Exercise details - Set the listing down exactly; no pictures.

The data -

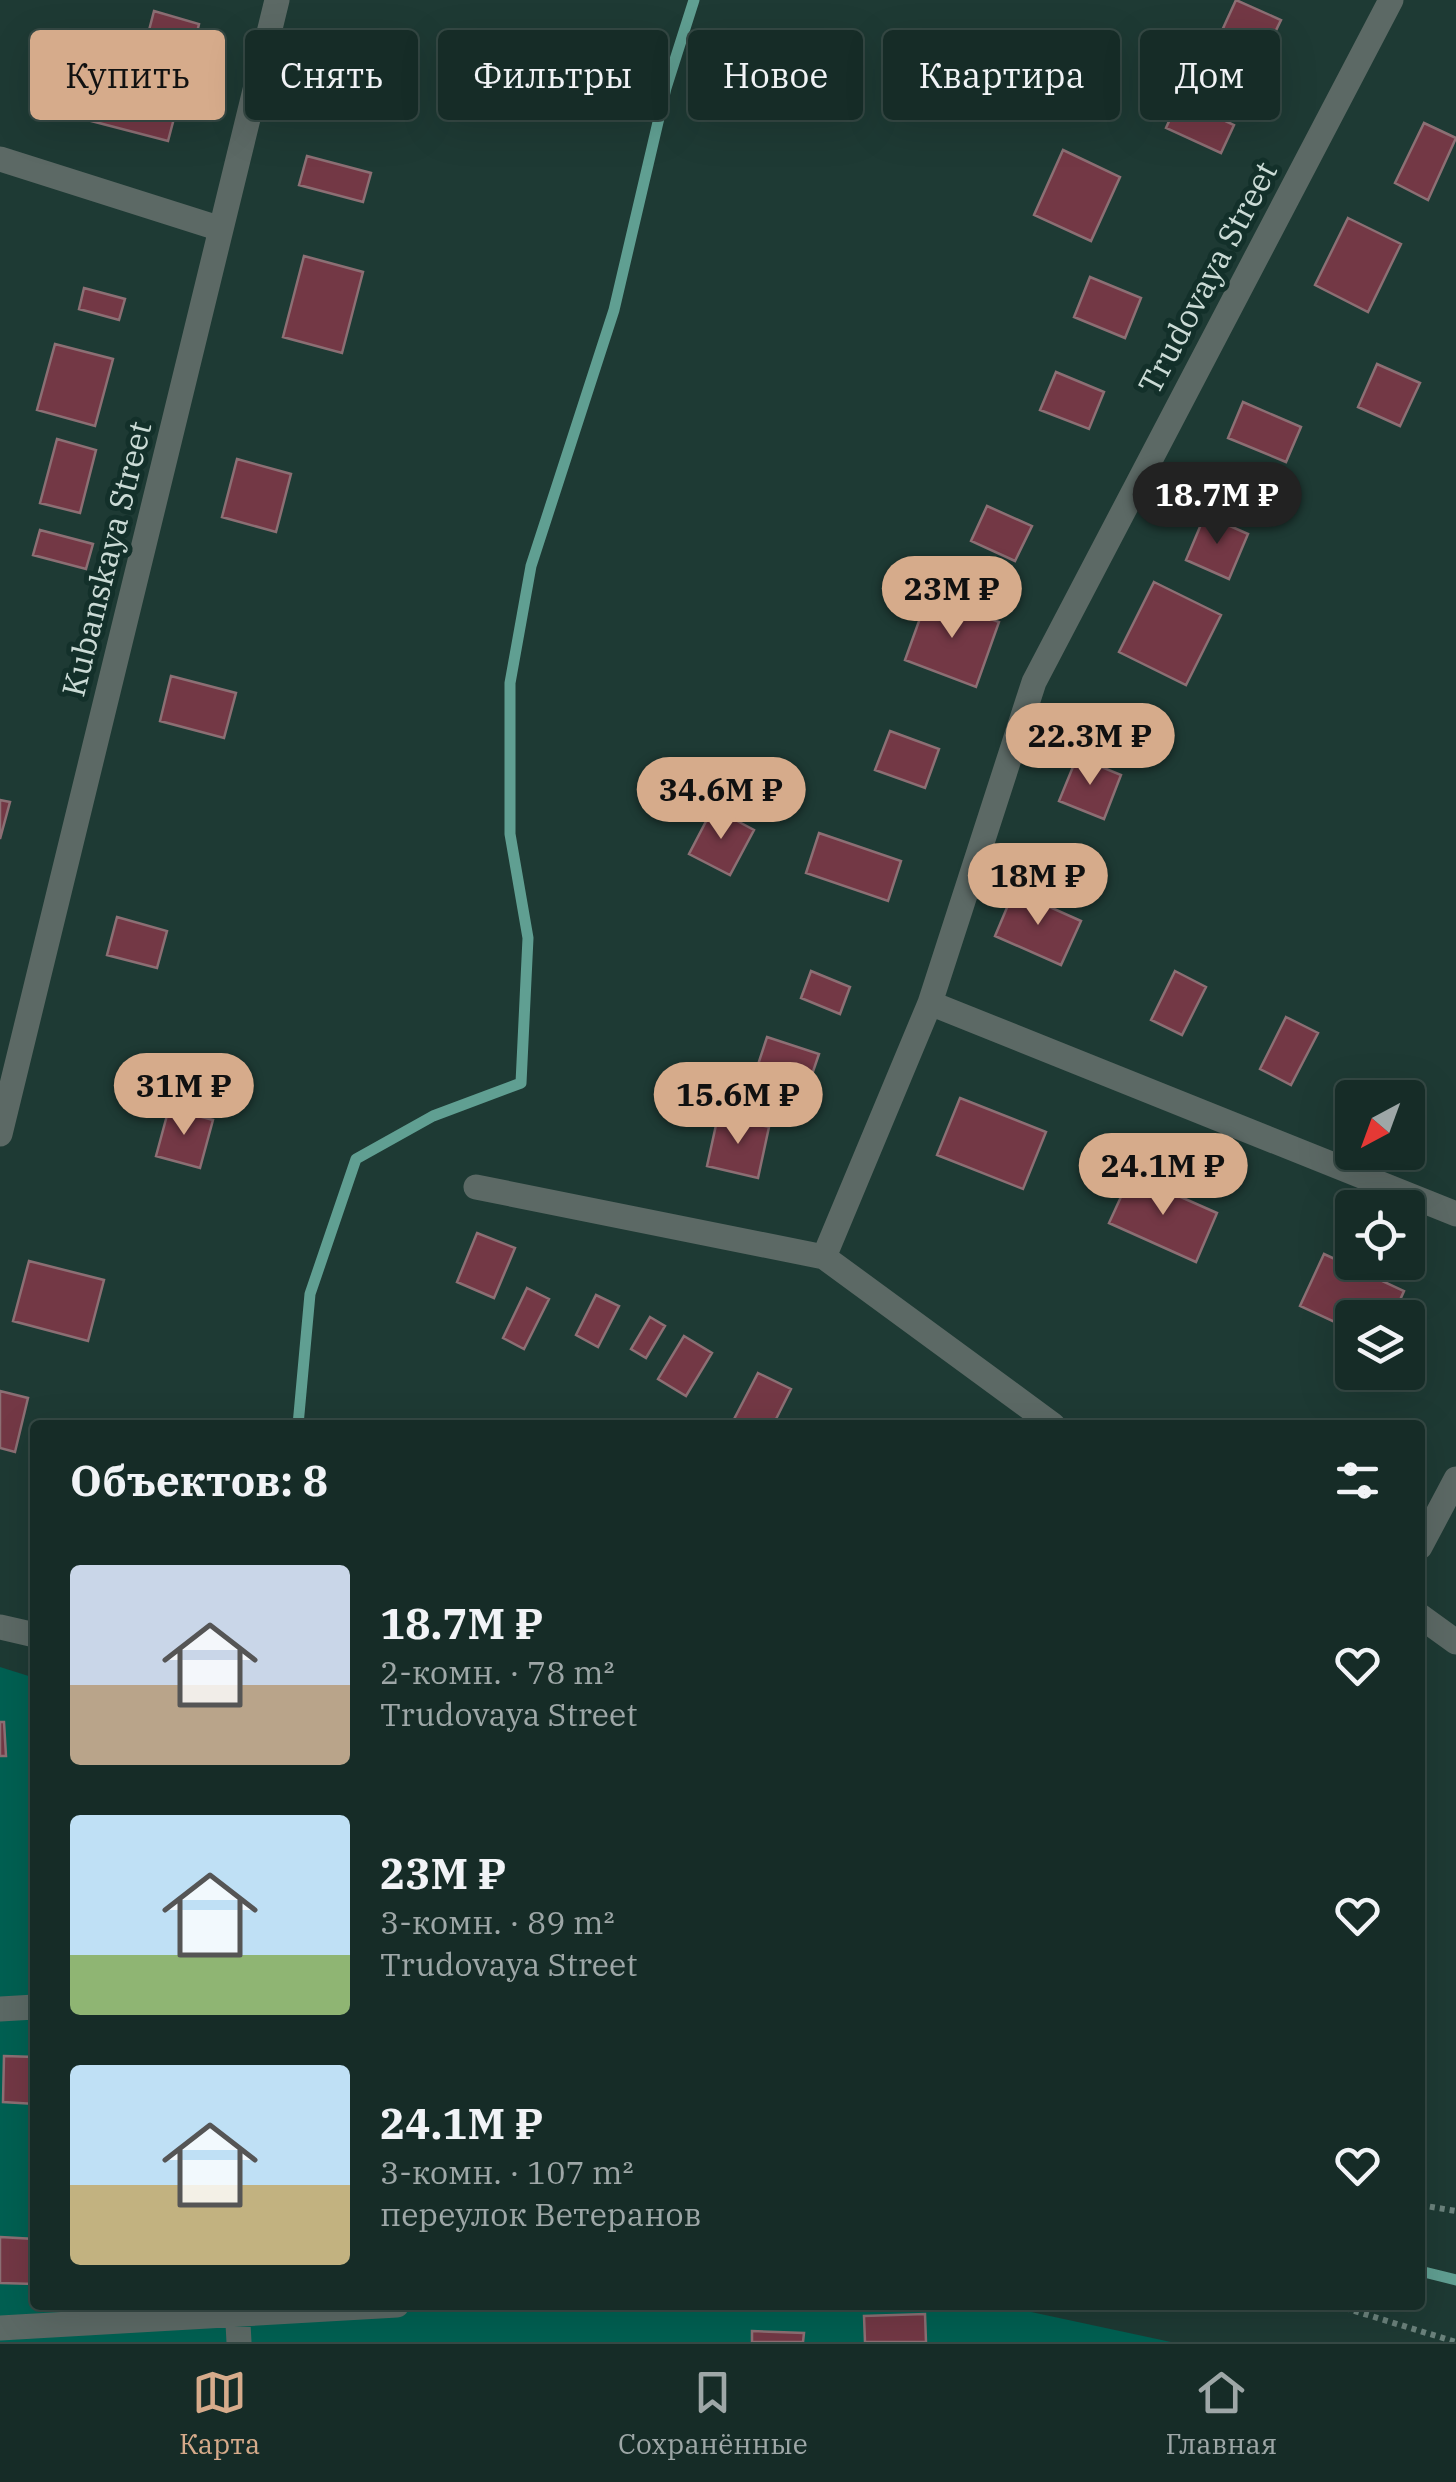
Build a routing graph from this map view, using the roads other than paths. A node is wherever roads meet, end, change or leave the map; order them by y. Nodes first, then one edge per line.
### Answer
1 (277, 0) edge
2 (1391, 0) edge
3 (0, 159) edge
4 (221, 229) junction
5 (930, 1003) junction
6 (0, 1134) edge
7 (476, 1187) dead end
8 (1456, 1214) edge
9 (824, 1257) junction
10 (1047, 1420) edge
11 (1456, 1479) edge
12 (1425, 1538) edge
13 (1425, 1620) edge
14 (20, 1632) edge
15 (1456, 1642) edge
16 (0, 1652) edge
17 (30, 2007) edge
18 (0, 2009) edge
19 (225, 2310) edge
20 (238, 2310) edge
21 (0, 2328) edge
22 (240, 2342) edge

1 - 4 street, Kubanskaya Street
2 - 5 street, Trudovaya Street
3 - 4 street
4 - 6 street, Kubanskaya Street
5 - 8 street
5 - 9 street, Trudovaya Street
7 - 9 street
9 - 10 street
11 - 12 street
13 - 15 street
14 - 16 street
17 - 18 street
19 - 21 street
20 - 22 street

Result below -
Build a routing graph from this map view, using the roads other than paths. A node is wherever roads meet, end, change or leave the map; order them by y. Nodes first, then one edge per line.
### Answer
1 (277, 0) edge
2 (1391, 0) edge
3 (0, 159) edge
4 (221, 229) junction
5 (930, 1003) junction
6 (0, 1134) edge
7 (476, 1187) dead end
8 (1456, 1214) edge
9 (824, 1257) junction
10 (1047, 1420) edge
11 (1456, 1479) edge
12 (1425, 1538) edge
13 (1425, 1620) edge
14 (20, 1632) edge
15 (1456, 1642) edge
16 (0, 1652) edge
17 (30, 2007) edge
18 (0, 2009) edge
19 (225, 2310) edge
20 (238, 2310) edge
21 (0, 2328) edge
22 (240, 2342) edge

1 - 4 street, Kubanskaya Street
2 - 5 street, Trudovaya Street
3 - 4 street
4 - 6 street, Kubanskaya Street
5 - 8 street
5 - 9 street, Trudovaya Street
7 - 9 street
9 - 10 street
11 - 12 street
13 - 15 street
14 - 16 street
17 - 18 street
19 - 21 street
20 - 22 street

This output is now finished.